No pun intended  of course!!

I agree, there's not much to be done but blockade them from the porch entirely.

You could paint a cute little sign that says something like BEWARE of the Chicken Poo to give your guests an opportunity to LAUGH and watch their step. Laughing prevents contempt for poopy steps, always!


----------



## Terry W (Mar 10, 2006)

hmm, my chickens tend to want to 'come' to me when they are out and about-- so I make sure they DON'T see me enter and exit the 'house.' I don't know how many times I have driven up the drive, to find the flock running towards my truck-- at least they stay away from the road, and seldom even cross the drive-- so they are staying away from the new cabin. Boy, if BigBrother finds Chicken poop on his new porch, UI will have a LOT of suddenly dead birds!!!


----------



## fishhead (Jul 19, 2006)

Get geese and you will miss your chickens.

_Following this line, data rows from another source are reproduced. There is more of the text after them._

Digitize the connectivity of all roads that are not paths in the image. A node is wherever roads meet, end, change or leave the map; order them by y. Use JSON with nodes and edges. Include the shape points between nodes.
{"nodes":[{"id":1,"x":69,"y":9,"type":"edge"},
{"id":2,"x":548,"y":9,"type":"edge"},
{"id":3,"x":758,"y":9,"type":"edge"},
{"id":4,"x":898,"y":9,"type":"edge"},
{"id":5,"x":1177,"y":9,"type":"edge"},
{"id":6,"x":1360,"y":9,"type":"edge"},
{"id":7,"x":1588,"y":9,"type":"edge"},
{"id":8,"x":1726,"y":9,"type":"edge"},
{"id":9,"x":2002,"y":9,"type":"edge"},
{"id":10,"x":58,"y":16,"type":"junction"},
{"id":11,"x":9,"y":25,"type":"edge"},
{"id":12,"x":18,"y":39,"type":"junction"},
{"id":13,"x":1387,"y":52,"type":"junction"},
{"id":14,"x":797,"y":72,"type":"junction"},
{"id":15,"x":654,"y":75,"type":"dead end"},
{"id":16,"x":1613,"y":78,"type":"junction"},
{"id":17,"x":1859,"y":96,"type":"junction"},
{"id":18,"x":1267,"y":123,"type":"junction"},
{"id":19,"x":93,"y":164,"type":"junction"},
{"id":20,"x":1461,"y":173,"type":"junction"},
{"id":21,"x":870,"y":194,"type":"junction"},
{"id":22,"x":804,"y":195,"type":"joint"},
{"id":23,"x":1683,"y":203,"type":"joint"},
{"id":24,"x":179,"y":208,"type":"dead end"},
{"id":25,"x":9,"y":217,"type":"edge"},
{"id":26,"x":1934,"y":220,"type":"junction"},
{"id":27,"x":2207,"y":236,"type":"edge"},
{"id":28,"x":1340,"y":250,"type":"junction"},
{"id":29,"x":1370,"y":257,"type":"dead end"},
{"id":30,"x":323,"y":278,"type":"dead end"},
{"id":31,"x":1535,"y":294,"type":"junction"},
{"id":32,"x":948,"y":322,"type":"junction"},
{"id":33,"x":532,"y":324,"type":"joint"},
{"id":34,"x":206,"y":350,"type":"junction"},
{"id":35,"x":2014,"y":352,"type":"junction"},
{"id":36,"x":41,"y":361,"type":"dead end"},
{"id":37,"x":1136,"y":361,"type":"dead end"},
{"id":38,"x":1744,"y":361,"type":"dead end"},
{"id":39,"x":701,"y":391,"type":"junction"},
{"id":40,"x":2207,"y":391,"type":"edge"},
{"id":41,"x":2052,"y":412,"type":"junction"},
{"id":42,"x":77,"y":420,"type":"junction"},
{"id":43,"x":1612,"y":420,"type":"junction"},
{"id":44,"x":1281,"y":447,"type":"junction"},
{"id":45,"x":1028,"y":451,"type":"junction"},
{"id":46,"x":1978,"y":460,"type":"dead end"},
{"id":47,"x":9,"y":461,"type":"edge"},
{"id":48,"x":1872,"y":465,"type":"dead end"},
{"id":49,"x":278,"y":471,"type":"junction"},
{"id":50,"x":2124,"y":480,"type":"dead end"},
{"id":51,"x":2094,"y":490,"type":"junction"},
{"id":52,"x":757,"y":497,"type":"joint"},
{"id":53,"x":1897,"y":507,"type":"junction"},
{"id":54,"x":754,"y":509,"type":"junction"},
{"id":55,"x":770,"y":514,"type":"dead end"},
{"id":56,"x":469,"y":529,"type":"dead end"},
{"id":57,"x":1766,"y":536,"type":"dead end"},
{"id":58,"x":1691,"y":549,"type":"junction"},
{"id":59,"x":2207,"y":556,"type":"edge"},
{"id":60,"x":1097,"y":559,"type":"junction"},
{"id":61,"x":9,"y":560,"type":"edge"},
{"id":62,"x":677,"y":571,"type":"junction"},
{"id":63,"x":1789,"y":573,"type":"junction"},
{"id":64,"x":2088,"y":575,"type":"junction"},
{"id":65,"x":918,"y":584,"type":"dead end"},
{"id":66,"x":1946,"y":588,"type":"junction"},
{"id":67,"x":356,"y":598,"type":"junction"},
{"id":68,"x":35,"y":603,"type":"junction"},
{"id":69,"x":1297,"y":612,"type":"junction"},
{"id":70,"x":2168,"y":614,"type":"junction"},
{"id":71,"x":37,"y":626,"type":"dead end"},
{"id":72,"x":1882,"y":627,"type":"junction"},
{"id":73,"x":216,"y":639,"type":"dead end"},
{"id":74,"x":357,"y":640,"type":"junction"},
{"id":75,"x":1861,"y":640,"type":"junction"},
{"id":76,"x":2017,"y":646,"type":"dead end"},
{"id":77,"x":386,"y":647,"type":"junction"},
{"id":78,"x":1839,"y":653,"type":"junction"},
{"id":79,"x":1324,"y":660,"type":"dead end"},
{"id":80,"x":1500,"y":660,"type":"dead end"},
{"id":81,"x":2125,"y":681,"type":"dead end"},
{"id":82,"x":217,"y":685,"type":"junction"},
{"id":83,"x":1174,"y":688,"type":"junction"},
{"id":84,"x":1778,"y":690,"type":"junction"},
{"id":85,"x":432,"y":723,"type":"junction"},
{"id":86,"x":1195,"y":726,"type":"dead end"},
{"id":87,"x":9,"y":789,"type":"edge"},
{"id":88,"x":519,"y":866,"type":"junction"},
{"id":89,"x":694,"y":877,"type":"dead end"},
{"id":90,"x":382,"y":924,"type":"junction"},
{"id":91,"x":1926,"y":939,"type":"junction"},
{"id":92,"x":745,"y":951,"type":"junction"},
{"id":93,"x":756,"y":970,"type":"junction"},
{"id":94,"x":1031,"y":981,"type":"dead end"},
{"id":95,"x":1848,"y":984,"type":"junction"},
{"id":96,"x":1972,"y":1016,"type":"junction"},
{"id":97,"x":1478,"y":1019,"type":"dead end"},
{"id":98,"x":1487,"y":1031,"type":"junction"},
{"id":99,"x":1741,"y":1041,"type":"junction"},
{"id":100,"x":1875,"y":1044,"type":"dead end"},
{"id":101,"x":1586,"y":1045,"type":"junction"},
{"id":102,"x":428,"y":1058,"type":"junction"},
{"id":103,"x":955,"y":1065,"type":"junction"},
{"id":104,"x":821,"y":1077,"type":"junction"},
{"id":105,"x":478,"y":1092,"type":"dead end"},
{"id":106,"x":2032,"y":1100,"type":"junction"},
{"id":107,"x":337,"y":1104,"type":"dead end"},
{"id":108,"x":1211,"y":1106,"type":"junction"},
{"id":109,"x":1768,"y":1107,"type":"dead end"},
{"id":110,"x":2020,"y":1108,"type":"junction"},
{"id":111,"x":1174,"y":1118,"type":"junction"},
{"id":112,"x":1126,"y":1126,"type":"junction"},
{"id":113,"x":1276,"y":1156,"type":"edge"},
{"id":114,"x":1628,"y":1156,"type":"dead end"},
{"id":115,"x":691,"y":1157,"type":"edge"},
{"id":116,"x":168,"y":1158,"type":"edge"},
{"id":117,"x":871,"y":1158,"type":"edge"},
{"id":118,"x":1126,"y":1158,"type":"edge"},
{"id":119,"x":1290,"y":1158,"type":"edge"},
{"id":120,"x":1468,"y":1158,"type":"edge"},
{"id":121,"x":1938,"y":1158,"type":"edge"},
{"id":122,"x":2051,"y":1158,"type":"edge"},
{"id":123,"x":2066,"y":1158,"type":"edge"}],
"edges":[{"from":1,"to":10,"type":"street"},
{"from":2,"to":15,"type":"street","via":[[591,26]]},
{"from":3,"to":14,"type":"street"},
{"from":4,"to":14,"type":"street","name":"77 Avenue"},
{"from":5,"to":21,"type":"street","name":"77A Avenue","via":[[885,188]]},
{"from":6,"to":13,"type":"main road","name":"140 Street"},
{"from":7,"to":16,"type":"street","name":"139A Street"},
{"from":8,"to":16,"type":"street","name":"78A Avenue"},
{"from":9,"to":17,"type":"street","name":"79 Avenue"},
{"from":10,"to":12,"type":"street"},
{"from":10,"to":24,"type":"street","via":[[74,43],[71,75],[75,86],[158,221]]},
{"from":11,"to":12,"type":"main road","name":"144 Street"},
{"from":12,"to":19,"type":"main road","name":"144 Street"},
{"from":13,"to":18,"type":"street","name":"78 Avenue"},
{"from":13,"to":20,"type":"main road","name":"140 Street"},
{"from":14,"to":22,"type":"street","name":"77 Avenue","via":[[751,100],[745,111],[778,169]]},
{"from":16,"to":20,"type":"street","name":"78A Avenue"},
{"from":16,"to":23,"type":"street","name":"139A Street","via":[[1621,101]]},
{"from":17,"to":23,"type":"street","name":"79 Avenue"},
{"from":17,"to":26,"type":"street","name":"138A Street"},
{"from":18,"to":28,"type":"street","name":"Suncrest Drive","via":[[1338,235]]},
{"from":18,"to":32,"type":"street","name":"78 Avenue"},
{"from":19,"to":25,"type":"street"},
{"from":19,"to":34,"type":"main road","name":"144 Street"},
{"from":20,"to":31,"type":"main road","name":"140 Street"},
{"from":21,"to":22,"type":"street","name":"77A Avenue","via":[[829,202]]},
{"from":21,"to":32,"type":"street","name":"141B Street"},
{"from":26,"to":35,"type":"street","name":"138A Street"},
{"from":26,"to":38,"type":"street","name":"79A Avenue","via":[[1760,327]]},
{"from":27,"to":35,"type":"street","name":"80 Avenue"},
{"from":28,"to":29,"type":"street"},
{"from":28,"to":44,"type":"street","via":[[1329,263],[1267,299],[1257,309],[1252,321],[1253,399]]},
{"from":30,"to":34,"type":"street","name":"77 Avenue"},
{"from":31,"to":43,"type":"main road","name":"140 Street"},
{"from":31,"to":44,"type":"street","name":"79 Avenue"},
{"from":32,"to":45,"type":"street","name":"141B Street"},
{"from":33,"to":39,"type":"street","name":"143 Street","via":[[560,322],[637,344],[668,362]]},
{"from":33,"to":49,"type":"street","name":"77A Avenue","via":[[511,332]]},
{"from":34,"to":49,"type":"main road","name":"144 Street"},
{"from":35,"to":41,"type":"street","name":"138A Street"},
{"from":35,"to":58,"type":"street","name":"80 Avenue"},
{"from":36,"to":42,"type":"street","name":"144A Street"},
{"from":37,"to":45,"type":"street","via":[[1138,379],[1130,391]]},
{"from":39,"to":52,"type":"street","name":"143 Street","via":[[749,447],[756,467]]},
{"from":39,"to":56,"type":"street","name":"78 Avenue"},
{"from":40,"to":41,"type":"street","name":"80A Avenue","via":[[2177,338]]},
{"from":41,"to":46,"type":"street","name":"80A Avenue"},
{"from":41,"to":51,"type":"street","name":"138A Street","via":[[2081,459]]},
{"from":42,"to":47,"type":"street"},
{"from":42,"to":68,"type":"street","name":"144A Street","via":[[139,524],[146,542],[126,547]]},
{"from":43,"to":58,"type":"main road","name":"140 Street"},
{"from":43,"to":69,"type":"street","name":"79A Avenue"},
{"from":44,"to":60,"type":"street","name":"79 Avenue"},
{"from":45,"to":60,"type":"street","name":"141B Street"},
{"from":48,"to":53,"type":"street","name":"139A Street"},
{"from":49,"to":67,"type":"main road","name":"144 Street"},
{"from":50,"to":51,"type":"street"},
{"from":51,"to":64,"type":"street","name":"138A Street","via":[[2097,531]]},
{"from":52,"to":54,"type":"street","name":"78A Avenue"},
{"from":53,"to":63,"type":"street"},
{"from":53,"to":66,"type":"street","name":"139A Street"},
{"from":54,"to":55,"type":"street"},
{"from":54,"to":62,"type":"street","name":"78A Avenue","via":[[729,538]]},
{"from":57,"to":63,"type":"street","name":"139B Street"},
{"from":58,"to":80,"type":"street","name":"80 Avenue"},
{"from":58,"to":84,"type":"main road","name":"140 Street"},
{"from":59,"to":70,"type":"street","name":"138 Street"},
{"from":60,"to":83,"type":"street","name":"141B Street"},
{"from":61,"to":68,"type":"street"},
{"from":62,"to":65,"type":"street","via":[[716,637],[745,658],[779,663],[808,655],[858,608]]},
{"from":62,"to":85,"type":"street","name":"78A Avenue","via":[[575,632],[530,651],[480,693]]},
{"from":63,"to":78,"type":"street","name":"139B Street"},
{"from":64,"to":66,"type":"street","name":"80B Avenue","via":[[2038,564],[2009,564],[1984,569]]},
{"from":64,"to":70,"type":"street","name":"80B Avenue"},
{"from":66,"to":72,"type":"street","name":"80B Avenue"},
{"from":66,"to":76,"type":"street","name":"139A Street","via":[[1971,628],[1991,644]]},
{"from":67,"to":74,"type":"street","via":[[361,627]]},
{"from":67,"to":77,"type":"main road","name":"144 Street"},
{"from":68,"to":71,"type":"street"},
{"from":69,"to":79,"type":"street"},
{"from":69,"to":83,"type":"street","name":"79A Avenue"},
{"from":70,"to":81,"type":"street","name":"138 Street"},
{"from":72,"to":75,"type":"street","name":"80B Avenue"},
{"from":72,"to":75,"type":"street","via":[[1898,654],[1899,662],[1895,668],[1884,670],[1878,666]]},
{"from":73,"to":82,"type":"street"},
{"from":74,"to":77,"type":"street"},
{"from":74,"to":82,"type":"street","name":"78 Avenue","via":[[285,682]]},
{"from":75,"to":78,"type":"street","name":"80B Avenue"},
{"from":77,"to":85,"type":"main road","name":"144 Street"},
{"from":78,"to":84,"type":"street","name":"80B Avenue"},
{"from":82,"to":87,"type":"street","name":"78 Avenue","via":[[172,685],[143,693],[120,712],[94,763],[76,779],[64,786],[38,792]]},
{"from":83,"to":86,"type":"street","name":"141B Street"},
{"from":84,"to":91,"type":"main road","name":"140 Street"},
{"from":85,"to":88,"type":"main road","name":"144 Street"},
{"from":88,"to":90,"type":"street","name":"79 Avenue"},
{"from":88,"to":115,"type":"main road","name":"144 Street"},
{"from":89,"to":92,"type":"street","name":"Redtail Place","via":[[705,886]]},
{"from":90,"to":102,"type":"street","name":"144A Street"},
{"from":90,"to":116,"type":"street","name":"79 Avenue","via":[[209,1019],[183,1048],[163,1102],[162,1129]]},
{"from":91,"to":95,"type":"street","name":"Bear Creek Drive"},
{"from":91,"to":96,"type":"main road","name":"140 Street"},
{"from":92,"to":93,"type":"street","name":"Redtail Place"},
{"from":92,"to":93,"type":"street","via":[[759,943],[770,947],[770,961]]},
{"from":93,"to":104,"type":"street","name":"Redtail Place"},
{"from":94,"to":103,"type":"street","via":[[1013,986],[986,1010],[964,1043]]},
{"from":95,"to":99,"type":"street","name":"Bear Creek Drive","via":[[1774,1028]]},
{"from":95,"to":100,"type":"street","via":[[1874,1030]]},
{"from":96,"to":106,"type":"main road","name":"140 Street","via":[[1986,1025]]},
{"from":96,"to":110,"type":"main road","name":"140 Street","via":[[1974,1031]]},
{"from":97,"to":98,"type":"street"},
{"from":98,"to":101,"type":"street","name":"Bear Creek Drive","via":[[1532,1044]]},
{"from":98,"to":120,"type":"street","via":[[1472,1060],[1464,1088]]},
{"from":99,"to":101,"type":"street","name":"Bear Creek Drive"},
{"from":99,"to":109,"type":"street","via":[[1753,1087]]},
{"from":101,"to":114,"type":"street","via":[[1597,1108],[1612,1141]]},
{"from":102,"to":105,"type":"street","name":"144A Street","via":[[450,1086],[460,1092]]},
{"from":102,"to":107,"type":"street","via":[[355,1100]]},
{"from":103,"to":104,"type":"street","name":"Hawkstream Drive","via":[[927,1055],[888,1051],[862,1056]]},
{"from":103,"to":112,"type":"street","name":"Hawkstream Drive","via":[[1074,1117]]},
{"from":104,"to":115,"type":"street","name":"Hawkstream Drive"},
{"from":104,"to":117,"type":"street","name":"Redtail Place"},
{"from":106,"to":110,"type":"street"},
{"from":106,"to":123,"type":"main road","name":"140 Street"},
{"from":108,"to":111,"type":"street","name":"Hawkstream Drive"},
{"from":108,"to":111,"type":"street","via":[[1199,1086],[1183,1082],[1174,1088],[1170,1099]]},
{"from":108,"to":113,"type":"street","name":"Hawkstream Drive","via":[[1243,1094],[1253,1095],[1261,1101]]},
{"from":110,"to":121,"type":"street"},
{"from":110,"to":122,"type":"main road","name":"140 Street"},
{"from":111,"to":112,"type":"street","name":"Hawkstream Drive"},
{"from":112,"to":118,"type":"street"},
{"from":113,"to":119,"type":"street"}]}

I wonder if you couldn't set up some kind of roost beside the stem for them to rest on during the daytime.


----------



## Cliff (Jun 30, 2007)

Have you ever thrown them food from the porch?


----------



## shanzone2001 (Dec 3, 2009)

I only feed them down by the coop...they just wander everywhere! I like the "Beware" sign!!! hahaha


----------



## Cliff (Jun 30, 2007)

Sometimes you can break them of hanging out where you don't want them by scaring them away repeatedly. And I'm talking *scare*, as in bursting out of the door screaming at the top of your lungs and waving a broom or some such about wildly .


----------



## Curtis B (Aug 15, 2008)

I think they do it on purpose. My chickens and turkeys have 20 acres to roam on, and they still fly over the fence into the yard and onto concrete to relieve themselves. Fly back over to eat and drink.


----------



## 3ravens (Mar 16, 2006)

We just fenced in the porch and put up a gate...... 'twas easier all around.... :viking:


----------



## Sanza (Sep 8, 2008)

Cliff I've BTDT. I've tried the broom and scare tactics and it just doesn't work for the one breed especially that like to come around the house.... they're just a bunch of hoodlums always hanging around and causing s**t...lol Most of them have enough in the rest of the yard to keep them occupied and happy.


----------



## shanzone2001 (Dec 3, 2009)

Cliff said:


> Sometimes you can break them of hanging out where you don't want them by scaring them away repeatedly. And I'm talking *scare*, as in bursting out of the door screaming at the top of your lungs and waving a broom or some such about wildly .


Hahaha!!! Thanks, Cliff! I just tried the screaming, waving idea and they have not been back up since....hope it works. Maybe I will have to keep doing it until they get the idea. My neighbors must think I am crazy!!!


----------



## AnnieinBC (Mar 23, 2007)

I've done the same.....come bursting out the porch door with broomstick in hand...scared them a few times, and now they don't come up on the porch.

If I see them getting close, I come out onto the porch and that is enuf to turn them around and run towards the pasture.


----------